Publikation

Color-coded duplex ultrasonography of the origin of the vertebral artery: normal values of flow velocities

Wissenschaftlicher Artikel/Review - 01.01.2000

Bereiche
PubMed

Zitation
Kuhl V, Tettenborn B, Eicke B, Visbeck A, Meckes S. Color-coded duplex ultrasonography of the origin of the vertebral artery: normal values of flow velocities. J Neuroimaging 2000; 10:17-21.
Art
Wissenschaftlicher Artikel/Review (Englisch)
Zeitschrift
J Neuroimaging 2000; 10
Veröffentlichungsdatum
01.01.2000
ISSN (Druck)
1051-2284
Seiten
17-21
Kurzbeschreibung/Zielsetzung

The introduction of color-coded duplex ultrasonography has improved the ease of performing ultrasound investigations of the vertebral arteries. So far, normal values of flow velocities have been reported only for the intertransverse region of the vertebral artery (V2 segments). Atherosclerotic disease at the origin of the vertebral arteries (V0 segment) is frequent and is one of the risk factors for vertebrobasilar ischemic disease. Normal values of flow velocities of the vertebral artery origin are needed to assess pathologic findings, such as vertebral artery origin stenosis or dissection. The aim of this study was to describe the normal flow velocities of vertebral artery origin (V0 segment) and the pre- (V1 segment) and intertransverse (V2 segment) part in 50 age-matched neurologic patients (mean age 54) without ischemic cerebral disease.
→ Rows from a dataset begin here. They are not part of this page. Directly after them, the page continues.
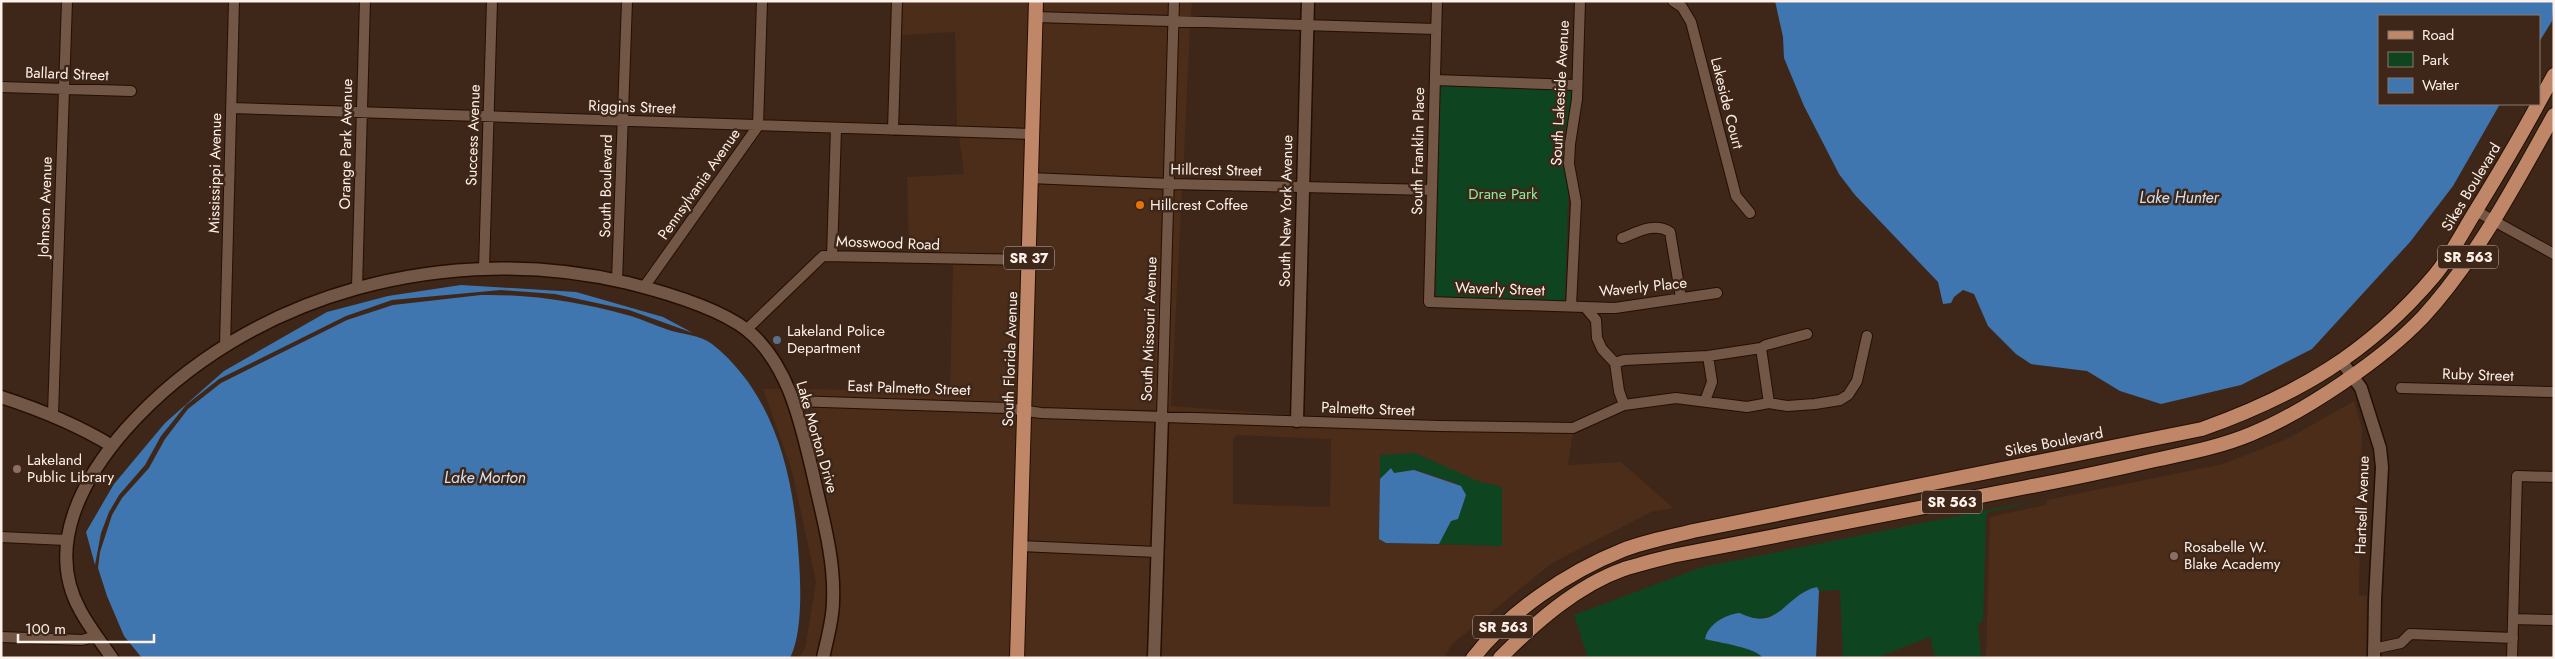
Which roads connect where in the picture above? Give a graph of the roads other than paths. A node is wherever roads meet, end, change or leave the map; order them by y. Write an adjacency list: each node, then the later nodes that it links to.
1 (67, 1): 22 (street, Johnson Avenue)
2 (234, 1): 26 (street, Mississippi Avenue)
3 (365, 1): 27 (street, Orange Park Avenue)
4 (492, 1): 29 (street, Success Avenue)
5 (627, 1): 30 (street, South Boulevard)
6 (762, 1): 31 (street, Pennsylvania Avenue)
7 (897, 1): 33 (street)
8 (1036, 1): 14 (main road, South Florida Avenue / SR 37)
9 (1174, 1): 15 (street, South Missouri Avenue)
10 (1308, 1): 16 (street, South New York Avenue)
11 (1437, 1): 17 (street, South Franklin Place)
12 (1580, 1): 20 (street, South Lakeside Avenue)
13 (1673, 1): 40 (street, Lakeside Court)
14 (1035, 17): 15 (street); 34 (main road, South Florida Avenue / SR 37)
15 (1174, 21): 16 (street); 36 (street, South Missouri Avenue)
16 (1308, 25): 17 (street); 37 (street, South New York Avenue)
17 (1436, 29): 19 (street, South Franklin Place)
18 (2554, 75): 24 (main road, Sikes Boulevard / SR 563)
19 (1435, 80): 20 (street); 38 (street, South Franklin Place)
20 (1576, 84): 53 (street, South Lakeside Avenue)
21 (1, 87): 22 (street, Ballard Street)
22 (64, 90): 23 (street, Ballard Street); 72 (street, Johnson Avenue)
23 (131, 92)
24 (2540, 100)
25 (2537, 105): 39 (main road, Sikes Boulevard / SR 563)
26 (232, 108): 27 (street, Riggins Street); 58 (street, Mississippi Avenue)
27 (361, 113): 29 (street, Riggins Street); 48 (street, Orange Park Avenue)
28 (2554, 115): 41 (main road, SR 563)
29 (489, 118): 30 (street, Riggins Street); 46 (street, Success Avenue)
30 (623, 122): 31 (street, Riggins Street); 47 (street, South Boulevard)
31 (758, 126): 32 (street, Riggins Street); 49 (street, Pennsylvania Avenue)
32 (836, 128): 33 (street, Riggins Street); 44 (street)
33 (893, 130): 34 (street, Riggins Street)
34 (1032, 134): 35 (main road, South Florida Avenue / SR 37)
35 (1030, 178): 36 (street, Hillcrest Street); 45 (main road, South Florida Avenue / SR 37)
36 (1170, 184): 37 (street, Hillcrest Street); 73 (street, South Missouri Avenue)
37 (1303, 187): 38 (street, Hillcrest Street); 74 (street, South New York Avenue)
38 (1432, 190): 52 (street, South Franklin Place)
39 (2476, 211): 41 (street); 61 (main road, Sikes Boulevard / SR 563)
40 (1750, 213)
41 (2492, 221): 43 (street); 63 (main road, SR 563)
42 (1622, 238): 51 (street)
43 (2554, 254)
44 (832, 256): 45 (street, Mosswood Road); 55 (street, Mosswood Road)
45 (1029, 260): 71 (main road, South Florida Avenue / SR 37)
46 (484, 269): 47 (street, Lake Morton Drive); 48 (street, Lake Morton Drive)
47 (618, 281): 49 (street, Lake Morton Drive)
48 (357, 288): 58 (street, Lake Morton Drive)
49 (644, 288): 55 (street, Lake Morton Drive)
50 (1717, 292): 51 (street, Waverly Place)
51 (1680, 298): 54 (street, Waverly Place)
52 (1429, 302): 53 (street, Waverly Street)
53 (1571, 306): 54 (street, Waverly Place)
54 (1585, 307): 62 (street)
55 (746, 330): 67 (street, Lake Morton Drive)
56 (1806, 334): 59 (street)
57 (1867, 336): 69 (street)
58 (225, 346): 75 (street, Lake Morton Drive)
59 (1761, 348): 60 (street); 69 (street)
60 (1708, 356): 62 (street); 68 (street)
61 (2342, 362): 63 (street, Hartsell Avenue); 81 (main road, Sikes Boulevard / SR 563)
62 (1615, 363): 70 (street)
63 (2351, 375): 85 (main road, SR 563); 89 (street, Hartsell Avenue)
64 (2400, 388): 65 (street, Ruby Street)
65 (2554, 392)
66 (1, 397): 72 (street)
67 (793, 401): 71 (street, East Palmetto Street); 90 (street, Lake Morton Drive)
68 (1705, 401): 69 (street); 70 (street)
69 (1769, 403)
70 (1624, 405): 74 (street, Palmetto Street)
71 (1025, 409): 73 (street, East Palmetto Street); 79 (main road, South Florida Avenue / SR 37)
72 (53, 414): 75 (street)
73 (1162, 416): 74 (street, Palmetto Street); 80 (street, South Missouri Avenue)
74 (1296, 421)
75 (112, 446): 78 (street, Lake Morton Drive)
76 (2554, 477): 83 (street)
77 (1, 537): 78 (street)
78 (66, 540): 86 (street, Lake Morton Drive)
79 (1020, 546): 80 (street); 92 (main road, South Florida Avenue / SR 37)
80 (1158, 552): 93 (street, South Missouri Avenue)
81 (1592, 566): 82 (main road, Sikes Boulevard / SR 563); 85 (main road)
82 (1519, 612): 94 (main road, Sikes Boulevard / SR 563); 95 (main road)
83 (2513, 619): 84 (street); 88 (street)
84 (2554, 620)
85 (1534, 626): 96 (main road, SR 563)
86 (96, 636): 87 (street); 91 (street, Lake Morton Drive)
87 (1, 637)
88 (2513, 638): 89 (street); 97 (street)
89 (2374, 653)
90 (824, 657)
91 (112, 658)
92 (1017, 658)
93 (1154, 658)
94 (1473, 658)
95 (1490, 658)
96 (1500, 658)
97 (2512, 658)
The V0 segment could be visualized in 46 persons (92%) on the right side and in 43 (86%) on the left. The peak systolic blood velocity ranged from 30 to 100 cm/s (mean 63.6 +/- 17.5 cm/s), and end-diastolic blood velocity ranged from 10 to 35 cm/s (mean 16.1 +/- 5.1 cm/s). Analysis of side-to-side differences showed no significant differences of flow velocities in all subjects. It is concluded that color duplex ultrasonography is a feasible method to insonate the origin of the vertebral artery, and that nomogram data could be established. It is suggested that color-coded duplex ultrasonography of the vertebral artery origin should be performed in all patients with clinical symptoms or signs of vertebrobasilar ischemic disease. Nevertheless, further studies are needed to determine the normal and pathologic values of flow velocities of the vertebral artery origin and their reproducibility.